Becoming a Trader Data Scientist: Transforming Bollinger Bands (Part 4)

At the end of the article, you will understand how to grab a business concept from scratch and materialize it into a variable for a machine learning model with an applied case.

Mauricio Letelier

Published in

Coinmonks

9 min readApr 12, 2020

Data Science Project: Cryptocurrencies Part 1—Motivation —

Data Science Project: Cryptocurrencies Part 2 — Volume and Data Source —

Data Science Project: Cryptocurrencies Part 3 — Becoming a Trader Data Scientist —

Intro

Today I’m going to introduce you to one of the variables that we will be using in our models. I will describe to you the whole process from retrieving a trading concept to, in the end, create an insightful variable.
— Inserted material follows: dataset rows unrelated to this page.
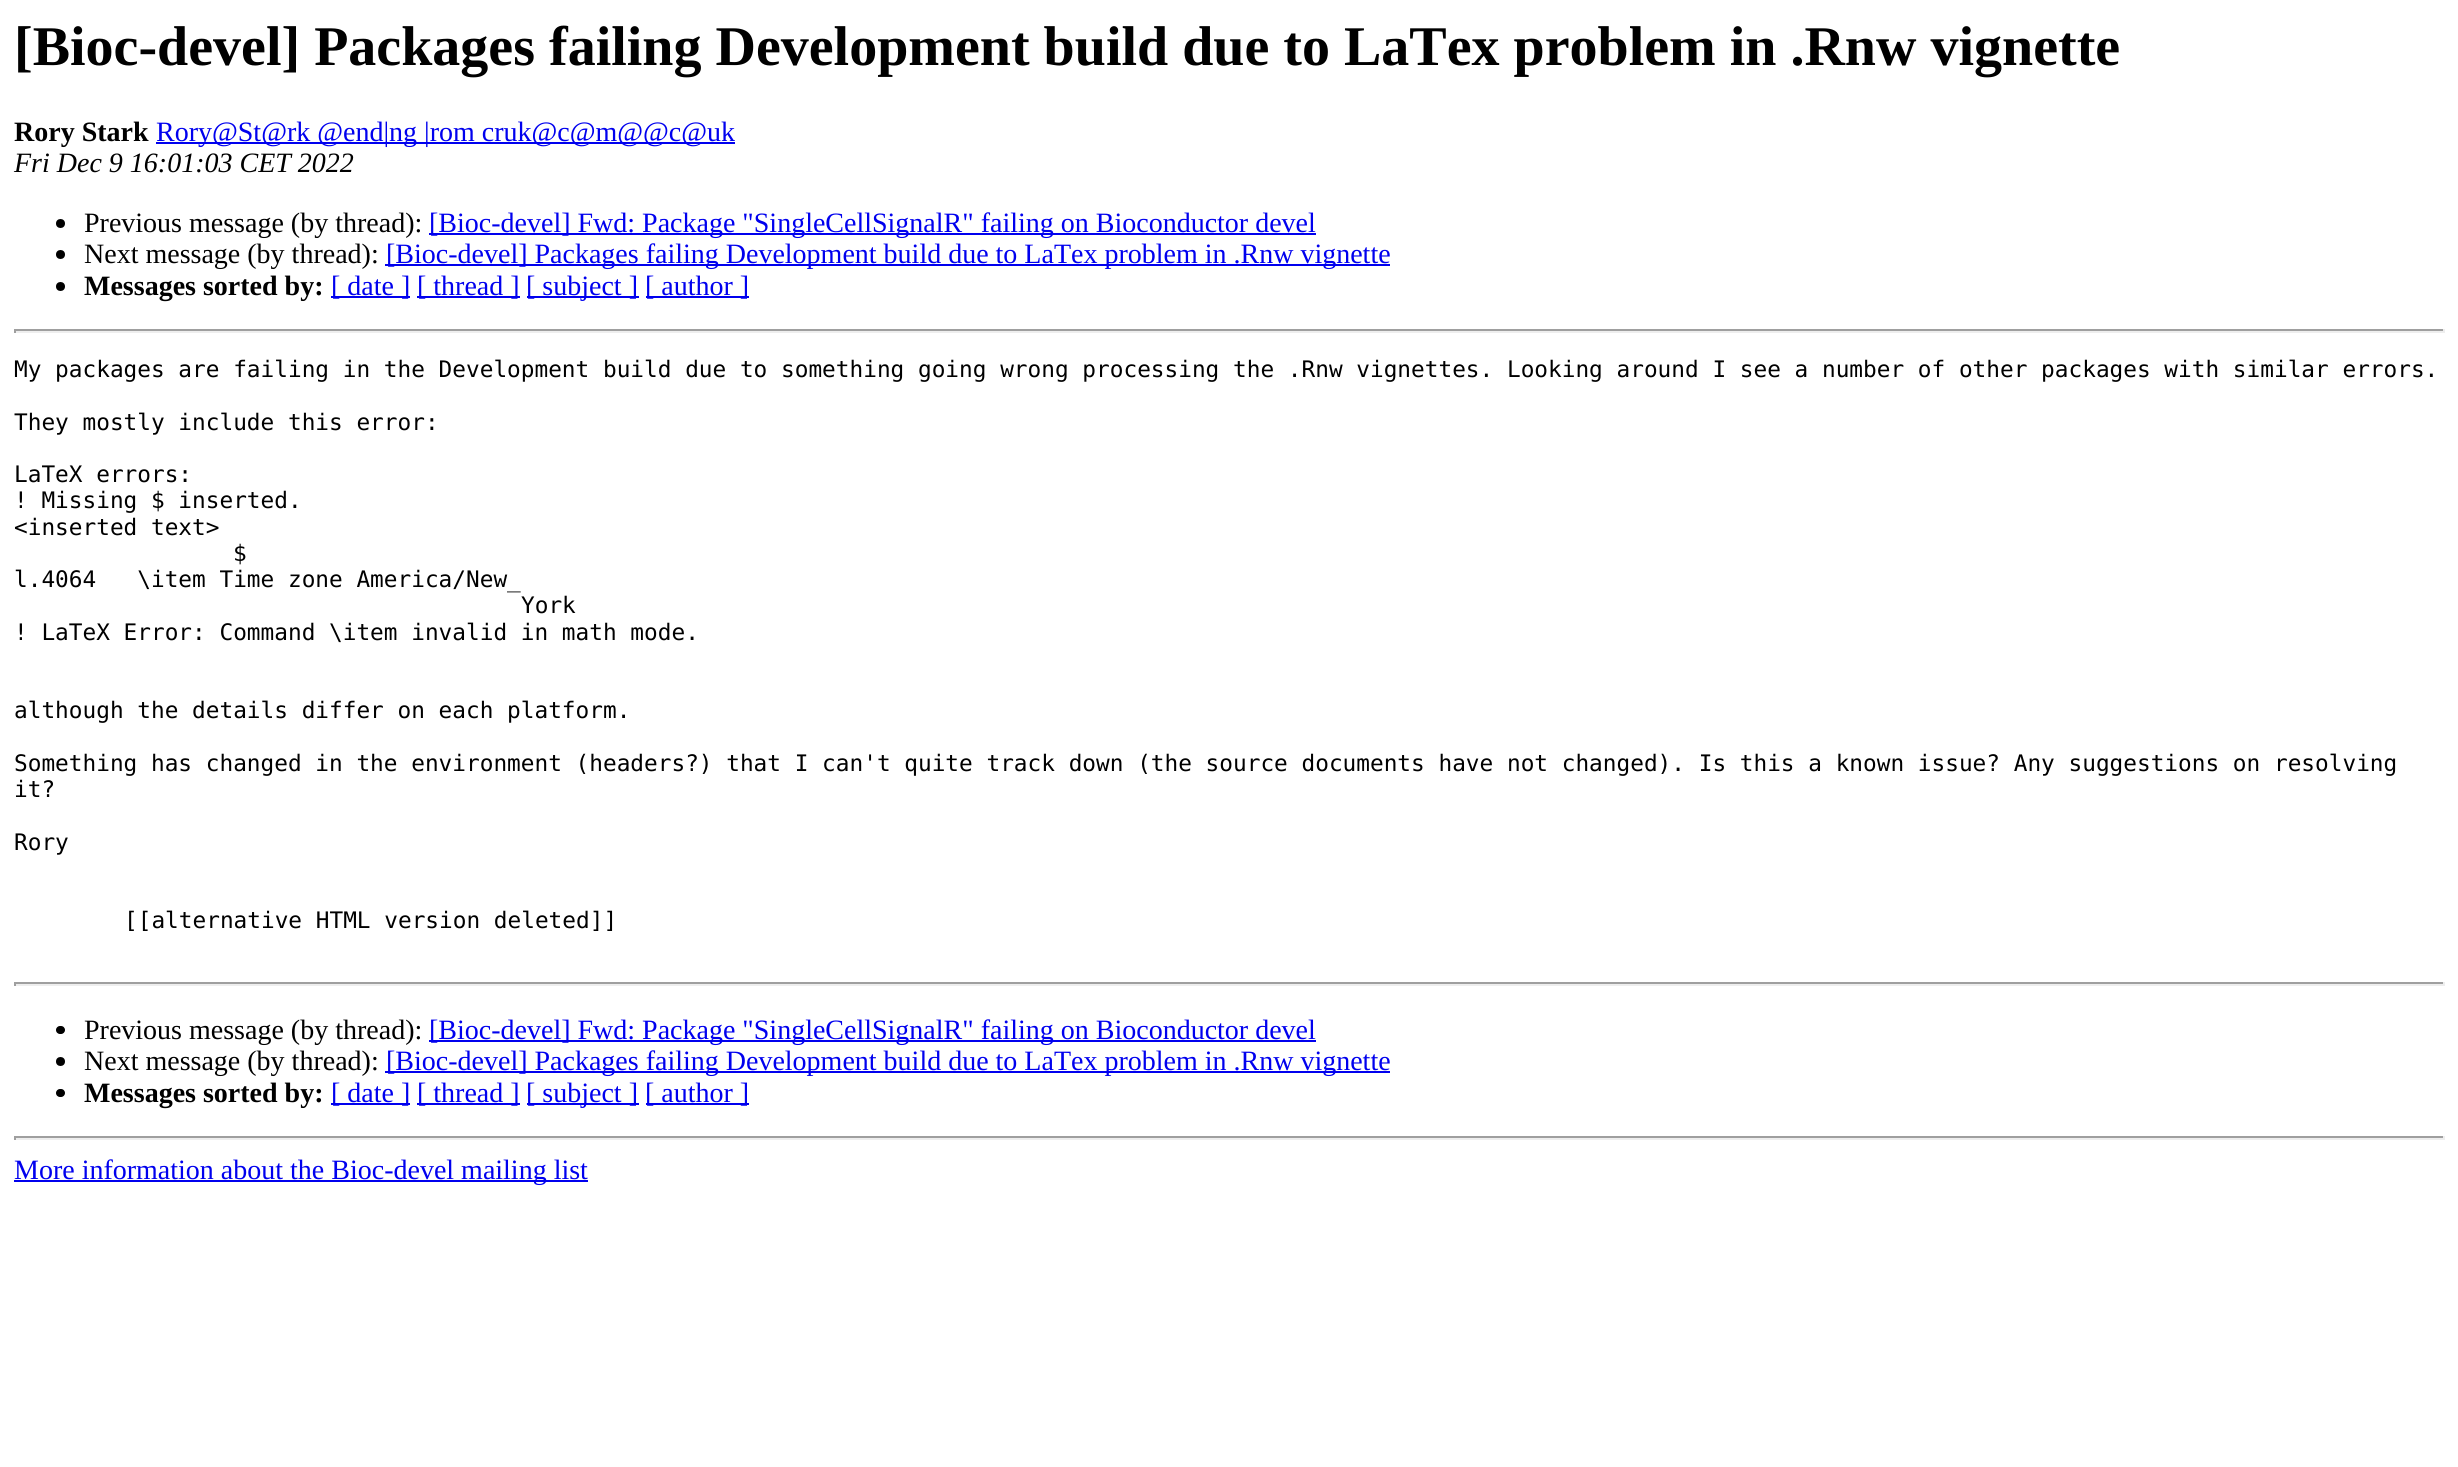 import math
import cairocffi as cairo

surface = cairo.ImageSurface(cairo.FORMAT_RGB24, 2458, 1467)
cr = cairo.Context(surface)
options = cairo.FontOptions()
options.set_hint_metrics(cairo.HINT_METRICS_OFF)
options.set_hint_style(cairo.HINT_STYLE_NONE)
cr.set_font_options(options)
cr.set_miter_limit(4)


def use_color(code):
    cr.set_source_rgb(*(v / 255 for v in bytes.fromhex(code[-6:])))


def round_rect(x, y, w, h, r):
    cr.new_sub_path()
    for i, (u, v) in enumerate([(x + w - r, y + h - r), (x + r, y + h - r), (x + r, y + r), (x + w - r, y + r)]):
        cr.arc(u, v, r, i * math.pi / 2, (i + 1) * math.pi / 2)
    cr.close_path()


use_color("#ffffff")
cr.paint()
cr.select_font_face("Liberation Serif", cairo.FONT_SLANT_NORMAL, cairo.FONT_WEIGHT_BOLD)
cr.set_font_size(56)
use_color("#000000")
cr.move_to(14, 65)
cr.show_text("[Bioc-devel] Packages failing Development build due to LaTex problem in .Rnw vignette")
cr.set_font_size(28)
cr.move_to(14, 141)
cr.show_text("Rory Stark")
use_color("#0000ee")
cr.rectangle(156, 142, 579, 2)
cr.fill()
cr.select_font_face("Liberation Serif")
cr.move_to(156, 141)
cr.show_text("Rory@St@rk @end|ng |rom cruk@c@m@@c@uk")
cr.select_font_face("Liberation Serif", cairo.FONT_SLANT_ITALIC)
use_color("#000000")
cr.move_to(14, 172)
cr.show_text("Fri Dec 9 16:01:03 CET 2022")
cr.new_path()
cr.arc(60.5, 223.5, 4.5, 0, 2 * math.pi)
cr.fill()
cr.select_font_face("Liberation Serif")
cr.move_to(84, 232)
cr.show_text("Previous message (by thread):")
use_color("#0000ee")
cr.rectangle(429, 233, 887, 2)
cr.fill()
cr.move_to(429, 232)
cr.show_text("[Bioc-devel] Fwd: Package \"SingleCellSignalR\" failing on Bioconductor devel")
use_color("#000000")
cr.new_path()
cr.arc(60.5, 254.5, 4.5, 0, 2 * math.pi)
cr.fill()
cr.move_to(84, 263)
cr.show_text("Next message (by thread):")
use_color("#0000ee")
cr.rectangle(385, 264, 1005, 2)
cr.fill()
cr.move_to(386, 263)
cr.show_text("[Bioc-devel] Packages failing Development build due to LaTex problem in .Rnw vignette")
use_color("#000000")
cr.new_path()
cr.arc(60.5, 286.5, 4.5, 0, 2 * math.pi)
cr.fill()
cr.select_font_face("Liberation Serif", cairo.FONT_SLANT_NORMAL, cairo.FONT_WEIGHT_BOLD)
cr.move_to(84, 295)
cr.show_text("Messages sorted by:")
use_color("#0000ee")
cr.rectangle(331, 296, 79, 2)
cr.fill()
cr.select_font_face("Liberation Serif")
cr.move_to(331, 295)
cr.show_text("[ date ]")
cr.rectangle(417, 296, 103, 2)
cr.fill()
cr.move_to(417, 295)
cr.show_text("[ thread ]")
cr.rectangle(527, 296, 112, 2)
cr.fill()
cr.move_to(526, 295)
cr.show_text("[ subject ]")
cr.rectangle(646, 296, 103, 2)
cr.fill()
cr.move_to(645, 295)
cr.show_text("[ author ]")
use_color("#9f9f9f")
cr.rectangle(14, 329, 2431, 2)
cr.fill()
use_color("#eeeeee")
cr.rectangle(2443, 329, 2, 4)
cr.fill()
cr.rectangle(14, 331, 2431, 2)
cr.fill()
use_color("#9f9f9f")
cr.rectangle(14, 329, 2, 4)
cr.fill()
cr.select_font_face("DejaVu Sans Mono")
cr.set_font_size(22.75)
use_color("#000000")
cr.move_to(14, 377)
cr.show_text("My packages are failing in the Development build due to something going wrong processing the .Rnw vignettes. Looking around I see a number of other packages with similar errors.")
cr.move_to(14, 430)
cr.show_text("They mostly include this error:")
cr.move_to(14, 482)
cr.show_text("LaTeX errors:")
cr.move_to(14, 508)
cr.show_text("! Missing $ inserted.")
cr.move_to(14, 535)
cr.show_text("<inserted text>")
cr.move_to(233, 561)
cr.show_text("$")
cr.move_to(14, 587)
cr.show_text("l.4064   \\item Time zone America/New_")
cr.move_to(521, 613)
cr.show_text("York")
cr.move_to(14, 640)
cr.show_text("! LaTeX Error: Command \\item invalid in math mode.")
cr.move_to(14, 718)
cr.show_text("although the details differ on each platform.")
cr.move_to(14, 771)
cr.show_text("Something has changed in the environment (headers?) that I can't quite track down (the source documents have not changed). Is this a known issue? Any suggestions on resolving")
cr.move_to(14, 797)
cr.show_text("it?")
cr.move_to(14, 850)
cr.show_text("Rory")
cr.move_to(124, 928)
cr.show_text("[[alternative HTML version deleted]]")
use_color("#9f9f9f")
cr.rectangle(14, 982, 2431, 2)
cr.fill()
use_color("#eeeeee")
cr.rectangle(2443, 982, 2, 4)
cr.fill()
cr.rectangle(14, 984, 2431, 2)
cr.fill()
use_color("#9f9f9f")
cr.rectangle(14, 982, 2, 4)
cr.fill()
use_color("#000000")
round_rect(56, 1026, 9, 8, 4)
cr.fill()
cr.select_font_face("Liberation Serif")
cr.set_font_size(28)
cr.move_to(84, 1039)
cr.show_text("Previous message (by thread):")
use_color("#0000ee")
cr.rectangle(429, 1040, 887, 2)
cr.fill()
cr.move_to(429, 1039)
cr.show_text("[Bioc-devel] Fwd: Package \"SingleCellSignalR\" failing on Bioconductor devel")
use_color("#000000")
cr.new_path()
cr.arc(60.5, 1061.5, 4.5, 0, 2 * math.pi)
cr.fill()
cr.move_to(84, 1070)
cr.show_text("Next message (by thread):")
use_color("#0000ee")
cr.rectangle(385, 1071, 1005, 2)
cr.fill()
cr.move_to(386, 1070)
cr.show_text("[Bioc-devel] Packages failing Development build due to LaTex problem in .Rnw vignette")
use_color("#000000")
round_rect(56, 1089, 9, 8, 4)
cr.fill()
cr.select_font_face("Liberation Serif", cairo.FONT_SLANT_NORMAL, cairo.FONT_WEIGHT_BOLD)
cr.move_to(84, 1102)
cr.show_text("Messages sorted by:")
use_color("#0000ee")
cr.rectangle(331, 1103, 79, 2)
cr.fill()
cr.select_font_face("Liberation Serif")
cr.move_to(331, 1102)
cr.show_text("[ date ]")
cr.rectangle(417, 1103, 103, 2)
cr.fill()
cr.move_to(417, 1102)
cr.show_text("[ thread ]")
cr.rectangle(527, 1103, 112, 2)
cr.fill()
cr.move_to(526, 1102)
cr.show_text("[ subject ]")
cr.rectangle(646, 1103, 103, 2)
cr.fill()
cr.move_to(645, 1102)
cr.show_text("[ author ]")
use_color("#9f9f9f")
cr.rectangle(14, 1136, 2431, 2)
cr.fill()
use_color("#eeeeee")
cr.rectangle(2443, 1136, 2, 4)
cr.fill()
cr.rectangle(14, 1138, 2431, 2)
cr.fill()
use_color("#9f9f9f")
cr.rectangle(14, 1136, 2, 4)
cr.fill()
use_color("#0000ee")
cr.rectangle(14, 1180, 574, 2)
cr.fill()
cr.move_to(14, 1179)
cr.show_text("More information about the Bioc-devel mailing list")
surface.write_to_png("result.png")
You will understand how to transform your business insights into real machine learning material.

Our data

The horizon that I would like to evaluate is 5-minute data aggregation. This means that I will collect data for 5 minutes intervals, with the standard OHLCV information. I met a little problem with Cryptocompare. I just find out that for gathering more than a week for minute data, we need an enterprise account. I love surprises!.

So to solve this, we will be using cbpro, that we used in our first chapter. If you already read it, you know that we were facing the trouble of the 300 maximum data points. To fix that problem, I developed this method, when I first try using it, I had an unspecific error (the story of my life).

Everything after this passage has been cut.